Les États-Unis étrillent le règlement européen sur les services numériques, accusé d'être un outil massif de « censure »

L'administration américaine n'en a décidément pas terminé avec les règles numériques de l'UE. Mardi 3 février, la Commission judiciaire de la Chambre des représentants, présidée par Jim Jordan, a dévoilé une enquête au vitriol contre le règlement sur les services numériques (DSA), accusé « d'obliger les géants de la tech à censurer les propos des Américains même aux États-Unis, y compris les informations véridiques ».

Ce n'est pas la première fois que les États-Unis chargent violemment les législations européennes (EUROPE 13591/6), mais le rapport de ce mardi vient ajouter une couche supplémentaire à la croisade américaine. 

« Le DSA est l'aboutissement d'une décennie d'efforts européens visant à réduire au silence l'opposition politique et à supprimer les discours en ligne qui critiquent l'establishment politique », est-il écrit noir sur blanc dans le rapport.

Celui-ci attaque, pêle-mêle, les différents 'Codes' publiés par la Commission européenne (Code sur la désinformation, Code de pratique sur l'IA, Code de conduite sur la haine en ligne…), le Forum de l'UE sur internet, le DSA et les amendes infligées en vertu de ce dernier. 

« La Commission fixe l'ordre du jour, impose le consensus, et les plateformes 'n'ont pas vraiment le choix' de s'y conformer ou non », peut-on lire sur le compte X de la Commission judiciaire.

Là encore, toute initiative européenne de régulation est qualifiée de censure. Le Centre européen pour la résilience démocratique et le Réseau européen des vérificateurs de faits ('fact checkers') sont désignés comme des 'hubs' de cette censure à grande échelle.

« C'est purement absurde. Totalement infondé. Et nous le savons tous. La liberté d'expression est un droit fondamental en Europe.
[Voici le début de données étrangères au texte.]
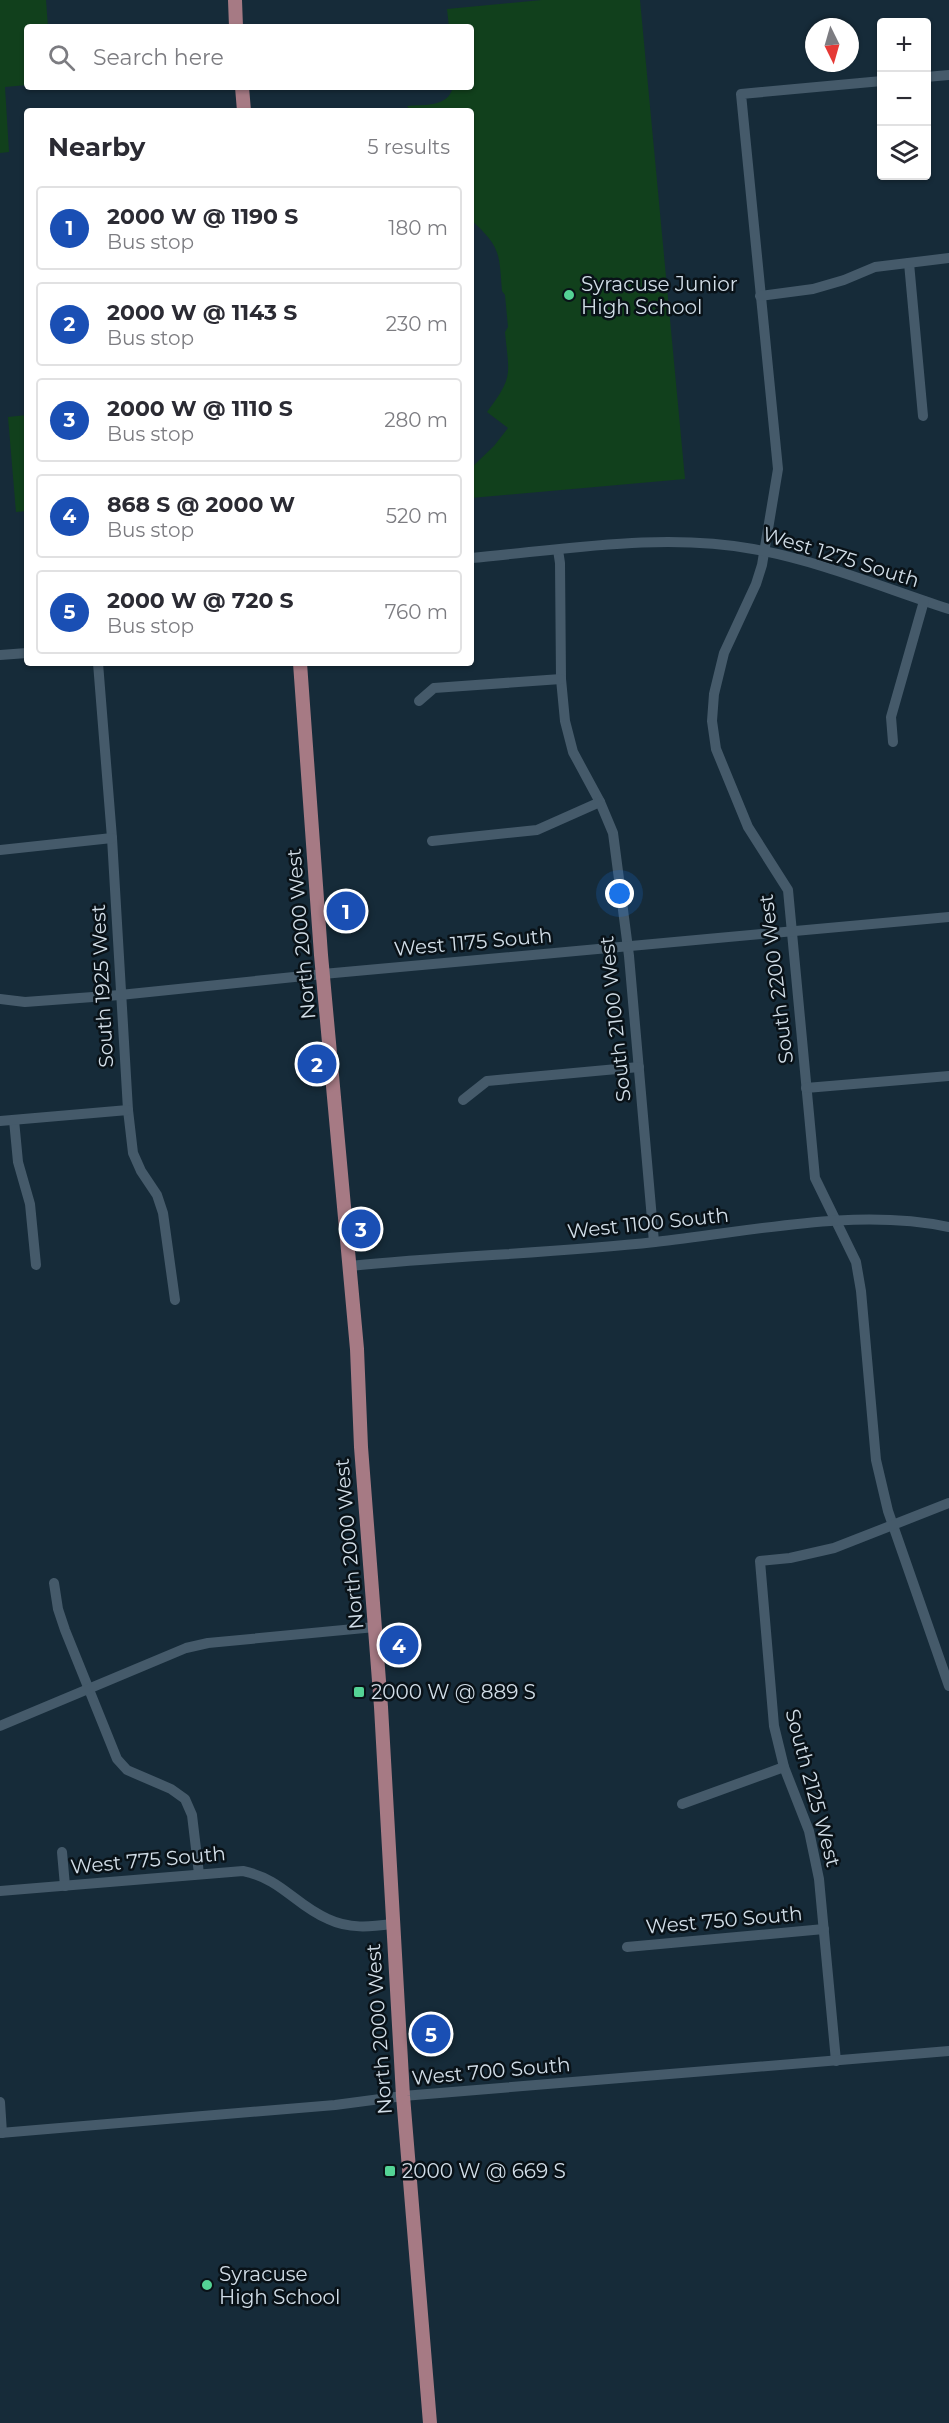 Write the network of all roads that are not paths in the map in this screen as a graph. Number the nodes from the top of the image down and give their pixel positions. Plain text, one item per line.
1 (235, 0) edge
2 (236, 24) edge
3 (949, 75) edge
4 (931, 77) edge
5 (877, 81) edge
6 (242, 90) edge
7 (244, 108) edge
8 (949, 258) edge
9 (909, 263) junction
10 (760, 296) junction
11 (923, 416) dead end
12 (558, 550) junction
13 (765, 551) junction
14 (474, 558) edge
15 (924, 601) junction
16 (949, 609) edge
17 (24, 653) edge
18 (0, 655) edge
19 (98, 666) edge
20 (300, 666) edge
21 (561, 679) junction
22 (418, 700) dead end
23 (893, 742) dead end
24 (600, 802) junction
25 (112, 838) junction
26 (432, 841) dead end
27 (0, 850) edge
28 (949, 917) edge
29 (793, 930) junction
30 (627, 947) junction
31 (323, 974) junction
32 (120, 995) junction
33 (0, 999) edge
34 (639, 1067) junction
35 (949, 1076) edge
36 (806, 1088) junction
37 (463, 1100) dead end
38 (128, 1110) junction
39 (14, 1120) junction
40 (0, 1121) edge
41 (838, 1221) junction
42 (949, 1227) edge
43 (654, 1242) junction
44 (36, 1265) dead end
45 (350, 1266) junction
46 (175, 1300) dead end
47 (949, 1503) edge
48 (893, 1526) junction
49 (54, 1582) dead end
50 (375, 1627) junction
51 (949, 1686) edge
52 (88, 1688) junction
53 (0, 1726) edge
54 (784, 1767) junction
55 (682, 1804) dead end
56 (62, 1852) dead end
57 (199, 1874) junction
58 (65, 1886) junction
59 (0, 1891) edge
60 (392, 1924) junction
61 (824, 1929) junction
62 (627, 1947) dead end
63 (949, 2050) edge
64 (836, 2061) junction
65 (403, 2096) junction
66 (0, 2102) edge
67 (1, 2133) edge
68 (430, 2423) edge

1 - 2 main road
3 - 4 street
5 - 10 street, South 2200 West
6 - 7 main road
8 - 9 street
9 - 10 street
9 - 11 street
10 - 13 street, South 2200 West
12 - 13 street, West 1275 South
12 - 14 street, West 1275 South
12 - 21 street, South 2100 West
13 - 15 street, West 1275 South
13 - 29 street, South 2200 West
15 - 16 street, West 1275 South
15 - 23 street
17 - 18 street
19 - 25 street, South 1925 West
20 - 31 main road, North 2000 West
21 - 22 street
21 - 24 street, South 2100 West
24 - 26 street
24 - 30 street, South 2100 West
25 - 27 street
25 - 32 street, South 1925 West
28 - 29 street, West 1175 South
29 - 30 street, West 1175 South
29 - 36 street, South 2200 West
30 - 31 street, West 1175 South
30 - 34 street, South 2100 West
31 - 32 street, West 1175 South
31 - 45 main road, North 2000 West
32 - 33 street, West 1175 South
32 - 38 street, South 1925 West
34 - 37 street
34 - 43 street, South 2100 West
35 - 36 street
36 - 41 street, South 2200 West
38 - 39 street
38 - 46 street, South 1925 West
39 - 40 street
39 - 44 street
41 - 42 street, West 1100 South
41 - 43 street, West 1100 South
41 - 48 street, South 2200 West
43 - 45 street, West 1100 South
45 - 50 main road, North 2000 West
47 - 48 street
48 - 51 street, South 2200 West
48 - 54 street, South 2125 West
49 - 52 street
50 - 52 street
50 - 60 main road, North 2000 West
52 - 53 street
52 - 57 street
54 - 55 street
54 - 61 street, South 2125 West
56 - 58 street
57 - 58 street, West 775 South
57 - 60 street, West 775 South
58 - 59 street, West 775 South
60 - 65 main road, North 2000 West
61 - 62 street, West 750 South
61 - 64 street, South 2125 West
63 - 64 street, West 700 South
64 - 65 street, West 700 South
65 - 67 street, West 700 South
65 - 68 main road, North 2000 West
66 - 67 street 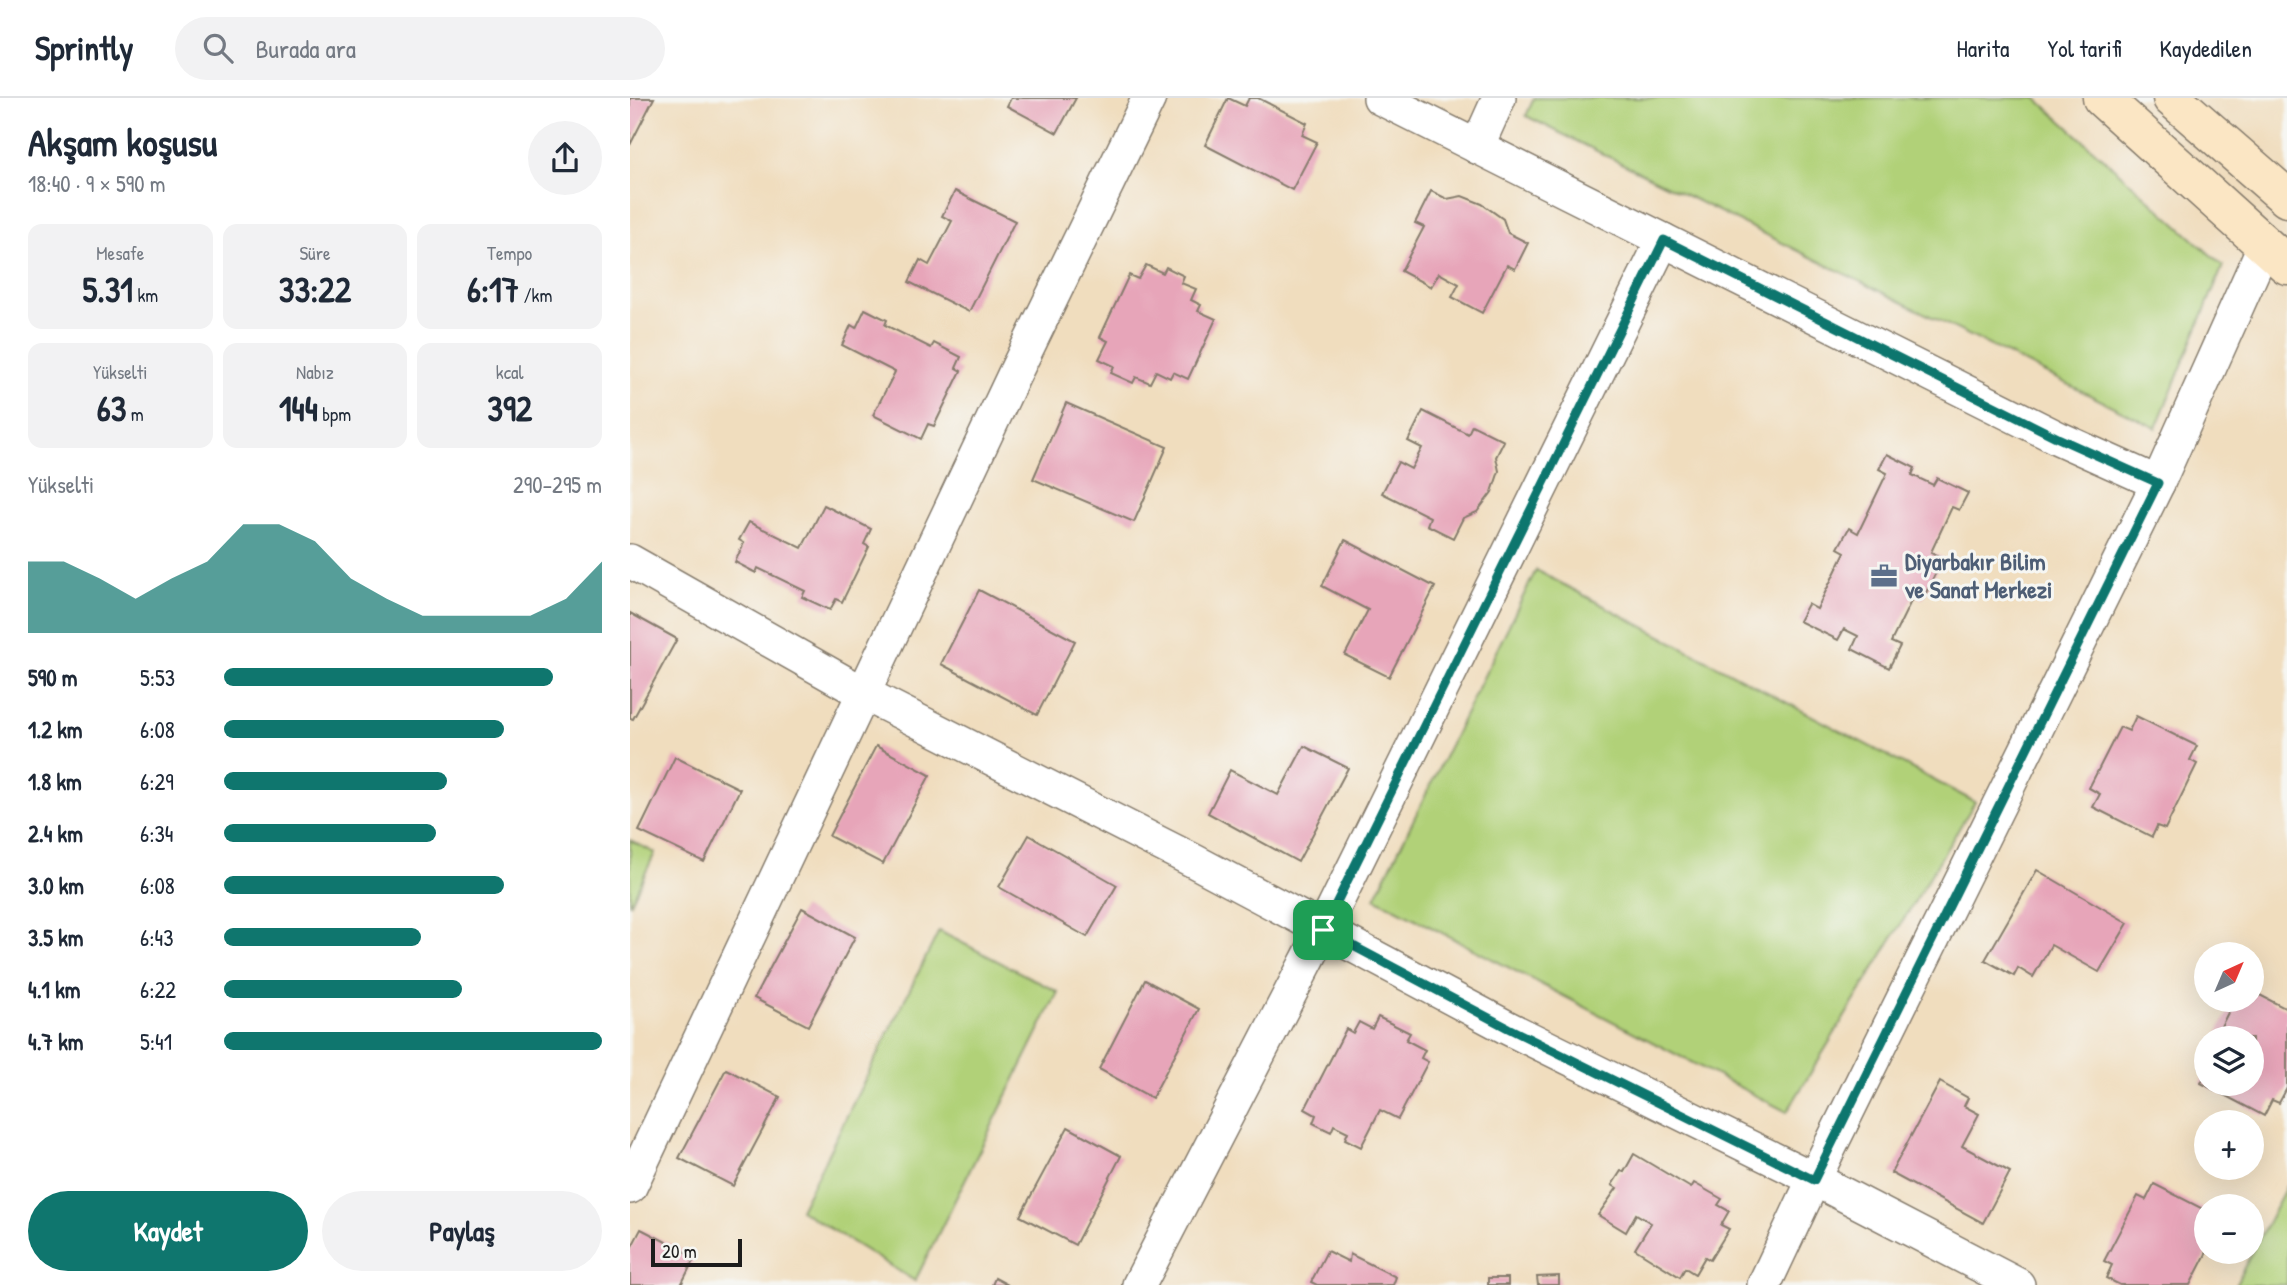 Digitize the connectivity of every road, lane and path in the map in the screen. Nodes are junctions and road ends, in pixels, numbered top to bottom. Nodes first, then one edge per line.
1 (1149, 98) edge
2 (1380, 98) edge
3 (1499, 98) edge
4 (2102, 98) edge
5 (2172, 98) edge
6 (1477, 147) junction
7 (2286, 194) edge
8 (1664, 240) junction
9 (2276, 254) edge
10 (2158, 483) junction
11 (630, 561) edge
12 (863, 693) junction
13 (1323, 930) junction
14 (1814, 1180) junction
15 (630, 1187) edge
16 (1139, 1285) edge
17 (1764, 1285) edge
18 (2018, 1285) edge

1 - 12 street
2 - 6 street
3 - 6 street
4 - 9 main road
5 - 7 main road
6 - 8 street
8 - 10 street
8 - 13 street
9 - 10 street
10 - 14 street
11 - 12 street
12 - 13 street
12 - 15 street
13 - 14 street
13 - 16 street
14 - 17 street
14 - 18 street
Et le DSA protège ce droit contre les géants du numérique », a répondu un porte-parole de la Commission européenne.

La législation numérique européenne cristallise les tensions entre l'administration Trump et la Commission depuis le retour au pouvoir de ce dernier.

L'année dernière, des entreprises comme X réclamaient le concours du gouvernement afin d'obtenir purement et simplement leur suppression. Faute d'avoir obtenu gain de cause, Washington ne s'avoue pas vaincu pour autant. (Isalia Stieffatre)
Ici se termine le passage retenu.